# YOUR INSTRUCTIONS
Among the records below, determine how many lines have the word "edges" in them; output only the number.

----- INPUT MATERIAL

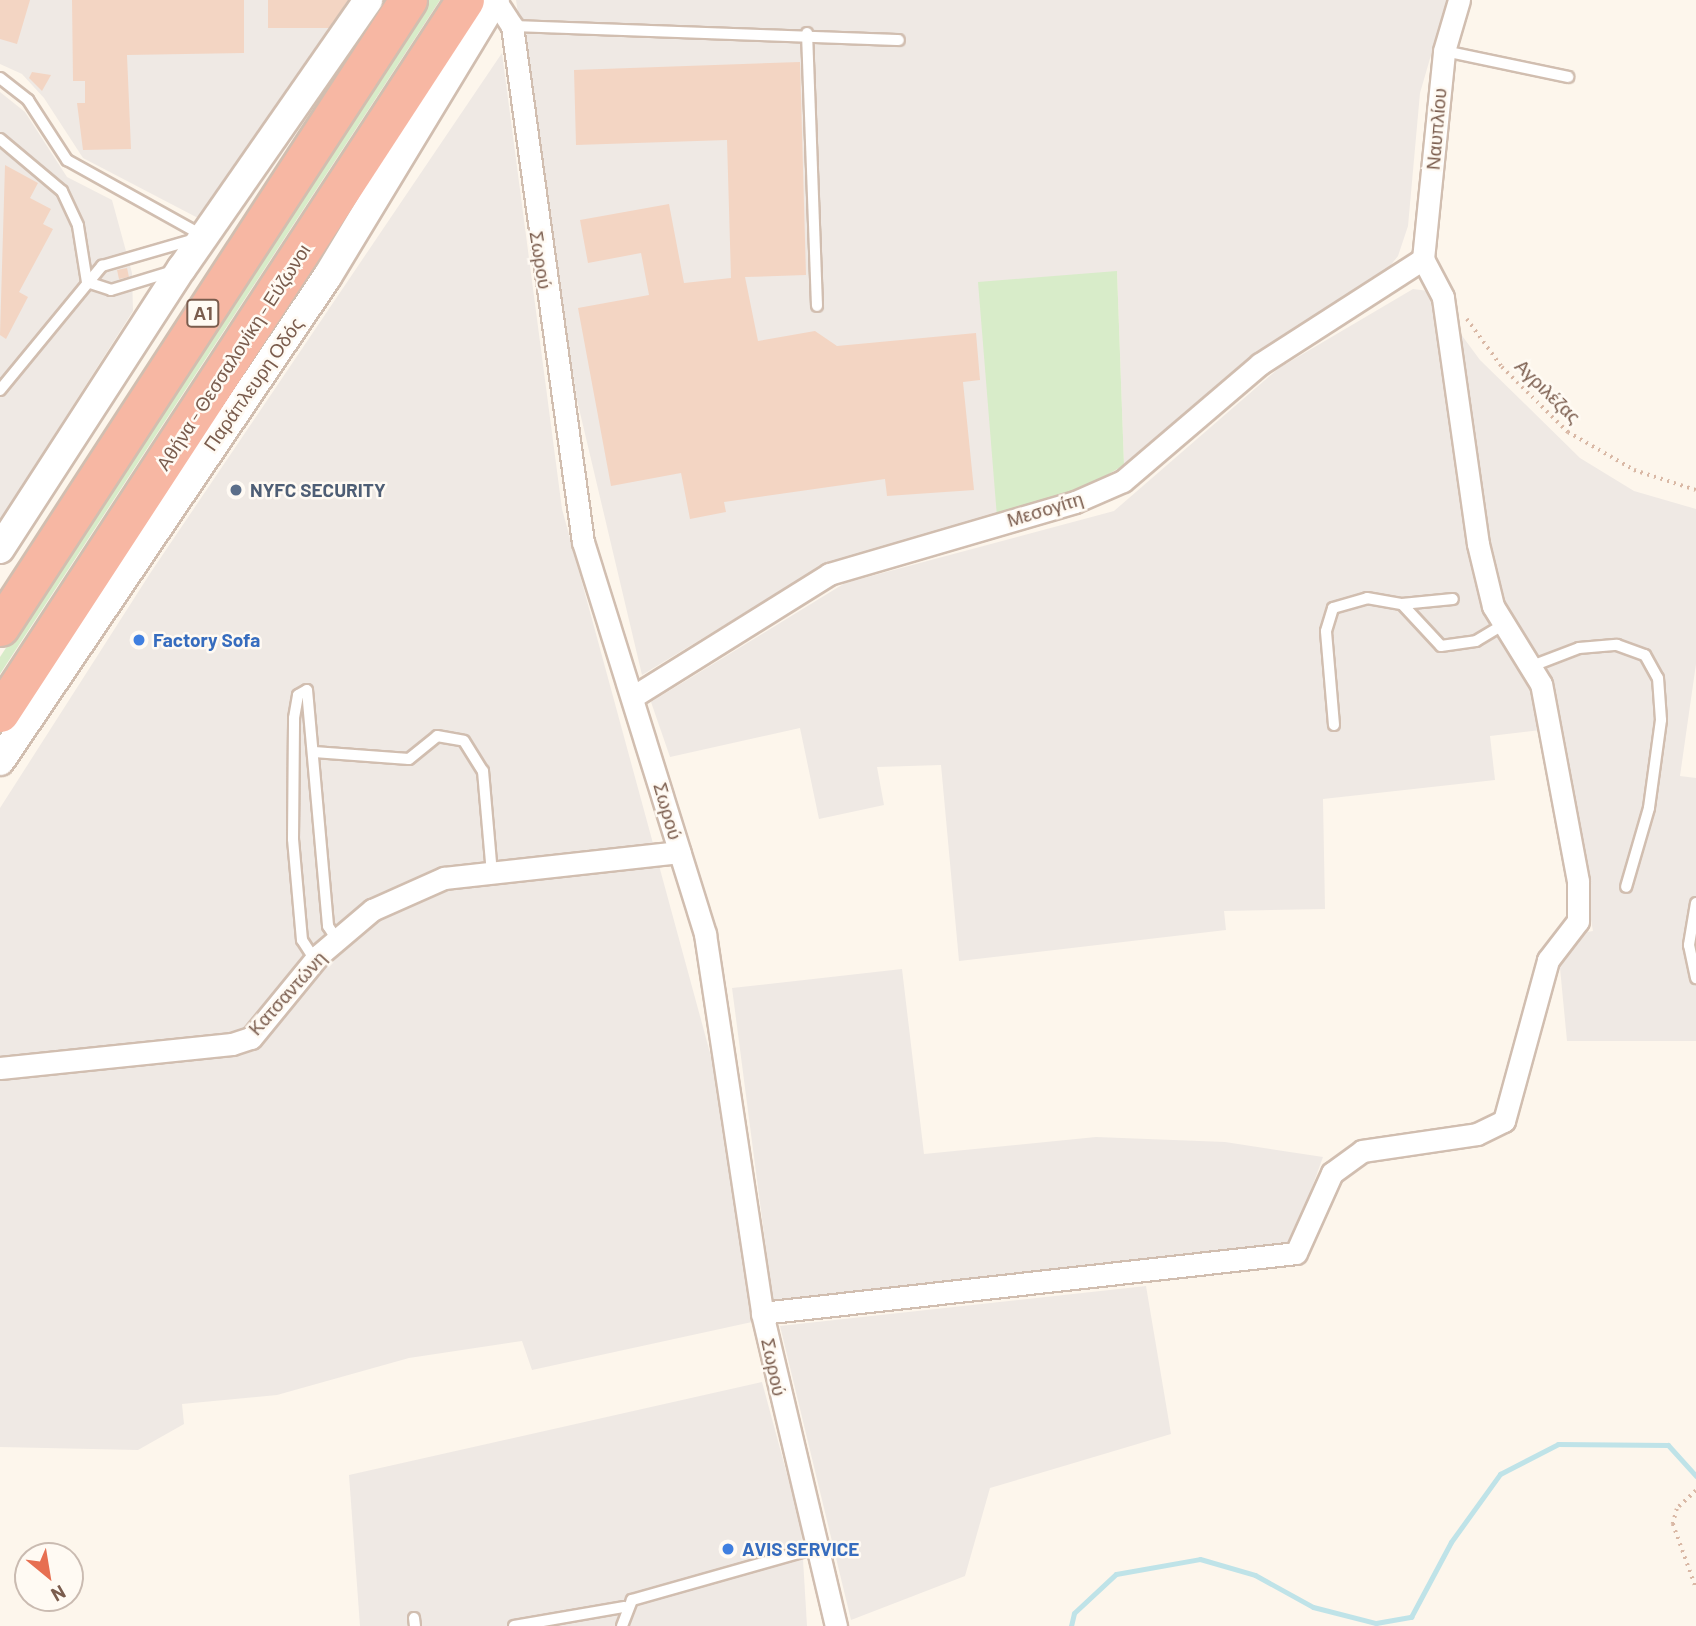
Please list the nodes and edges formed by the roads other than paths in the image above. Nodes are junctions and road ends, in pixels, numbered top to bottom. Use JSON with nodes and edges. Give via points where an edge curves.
{"nodes":[{"id":1,"x":368,"y":0,"type":"edge"},
{"id":2,"x":408,"y":0,"type":"edge"},
{"id":3,"x":465,"y":0,"type":"edge"},
{"id":4,"x":495,"y":0,"type":"edge"},
{"id":5,"x":1459,"y":0,"type":"edge"},
{"id":6,"x":512,"y":26,"type":"junction"},
{"id":7,"x":807,"y":33,"type":"junction"},
{"id":8,"x":899,"y":40,"type":"dead end"},
{"id":9,"x":1444,"y":51,"type":"junction"},
{"id":10,"x":1569,"y":77,"type":"dead end"},
{"id":11,"x":0,"y":78,"type":"edge"},
{"id":12,"x":0,"y":139,"type":"edge"},
{"id":13,"x":205,"y":236,"type":"junction"},
{"id":14,"x":1423,"y":260,"type":"junction"},
{"id":15,"x":183,"y":268,"type":"junction"},
{"id":16,"x":87,"y":282,"type":"junction"},
{"id":17,"x":817,"y":306,"type":"dead end"},
{"id":18,"x":0,"y":390,"type":"edge"},
{"id":19,"x":0,"y":549,"type":"edge"},
{"id":20,"x":1453,"y":599,"type":"dead end"},
{"id":21,"x":1402,"y":604,"type":"junction"},
{"id":22,"x":1504,"y":624,"type":"junction"},
{"id":23,"x":0,"y":627,"type":"edge"},
{"id":24,"x":1532,"y":666,"type":"junction"},
{"id":25,"x":634,"y":696,"type":"junction"},
{"id":26,"x":0,"y":713,"type":"edge"},
{"id":27,"x":1334,"y":725,"type":"dead end"},
{"id":28,"x":314,"y":752,"type":"junction"},
{"id":29,"x":0,"y":761,"type":"edge"},
{"id":30,"x":680,"y":852,"type":"junction"},
{"id":31,"x":492,"y":874,"type":"junction"},
{"id":32,"x":1626,"y":887,"type":"dead end"},
{"id":33,"x":1696,"y":903,"type":"edge"},
{"id":34,"x":337,"y":940,"type":"junction"},
{"id":35,"x":315,"y":960,"type":"junction"},
{"id":36,"x":1696,"y":978,"type":"edge"},
{"id":37,"x":0,"y":1068,"type":"edge"},
{"id":38,"x":762,"y":1313,"type":"junction"},
{"id":39,"x":821,"y":1546,"type":"junction"},
{"id":40,"x":624,"y":1607,"type":"junction"},
{"id":41,"x":514,"y":1626,"type":"edge"},
{"id":42,"x":622,"y":1626,"type":"edge"},
{"id":43,"x":836,"y":1626,"type":"edge"}],
"edges":[{"from":1,"to":13,"type":"street"},
{"from":2,"to":23,"type":"highway","number":"Α1"},
{"from":3,"to":26,"type":"highway","name":"Αθήνα - Θεσσαλονίκη - Εύζωνοι","number":"Α1"},
{"from":4,"to":6,"type":"street","name":"Σωρού"},
{"from":4,"to":29,"type":"street","name":"Παράπλευρη Οδός","via":[[327,277]]},
{"from":5,"to":9,"type":"street","name":"Ναυπλίου"},
{"from":6,"to":7,"type":"lane","via":[[571,32]]},
{"from":6,"to":25,"type":"street","name":"Σωρού","via":[[583,542]]},
{"from":7,"to":8,"type":"lane"},
{"from":7,"to":17,"type":"lane"},
{"from":9,"to":10,"type":"lane"},
{"from":9,"to":14,"type":"street","name":"Ναυπλίου"},
{"from":11,"to":13,"type":"lane","via":[[29,100],[67,160]]},
{"from":12,"to":16,"type":"lane","via":[[62,191],[78,226]]},
{"from":13,"to":15,"type":"street"},
{"from":13,"to":16,"type":"lane","via":[[102,266]]},
{"from":14,"to":22,"type":"street","via":[[1443,297],[1478,544],[1493,606]]},
{"from":14,"to":25,"type":"street","name":"Μεσογίτη","via":[[1260,363],[1123,481],[1075,502],[829,574]]},
{"from":15,"to":16,"type":"lane","via":[[111,290]]},
{"from":15,"to":19,"type":"street"},
{"from":16,"to":18,"type":"lane"},
{"from":20,"to":21,"type":"lane"},
{"from":21,"to":22,"type":"lane","via":[[1441,646],[1476,641]]},
{"from":21,"to":27,"type":"lane","via":[[1367,598],[1333,608],[1326,631]]},
{"from":22,"to":24,"type":"street"},
{"from":24,"to":32,"type":"lane","via":[[1579,648],[1617,645],[1645,655],[1657,678],[1661,720],[1649,808]]},
{"from":24,"to":38,"type":"street","via":[[1548,707],[1578,881],[1578,921],[1548,960],[1504,1121],[1477,1134],[1362,1151],[1332,1172],[1296,1253]]},
{"from":25,"to":30,"type":"street","name":"Σωρού"},
{"from":28,"to":31,"type":"lane","via":[[410,759],[437,736],[464,741],[483,771]]},
{"from":28,"to":34,"type":"lane","via":[[328,926]]},
{"from":28,"to":35,"type":"lane","via":[[307,690],[298,695],[293,718],[293,839],[302,940]]},
{"from":30,"to":31,"type":"street","name":"Κατσαντώνη"},
{"from":30,"to":38,"type":"street","name":"Σωρού","via":[[705,934],[733,1086]]},
{"from":31,"to":34,"type":"street","name":"Κατσαντώνη","via":[[444,878],[373,910]]},
{"from":33,"to":36,"type":"lane","via":[[1689,945]]},
{"from":34,"to":35,"type":"street","name":"Κατσαντώνη"},
{"from":35,"to":37,"type":"street","name":"Κατσαντώνη","via":[[251,1038]]},
{"from":38,"to":39,"type":"street","name":"Σωρού"},
{"from":39,"to":40,"type":"lane","via":[[648,1594]]},
{"from":39,"to":43,"type":"street","name":"Σωρού"},
{"from":40,"to":41,"type":"lane"},
{"from":40,"to":42,"type":"lane"}]}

----------

# TASK RESPONSE
2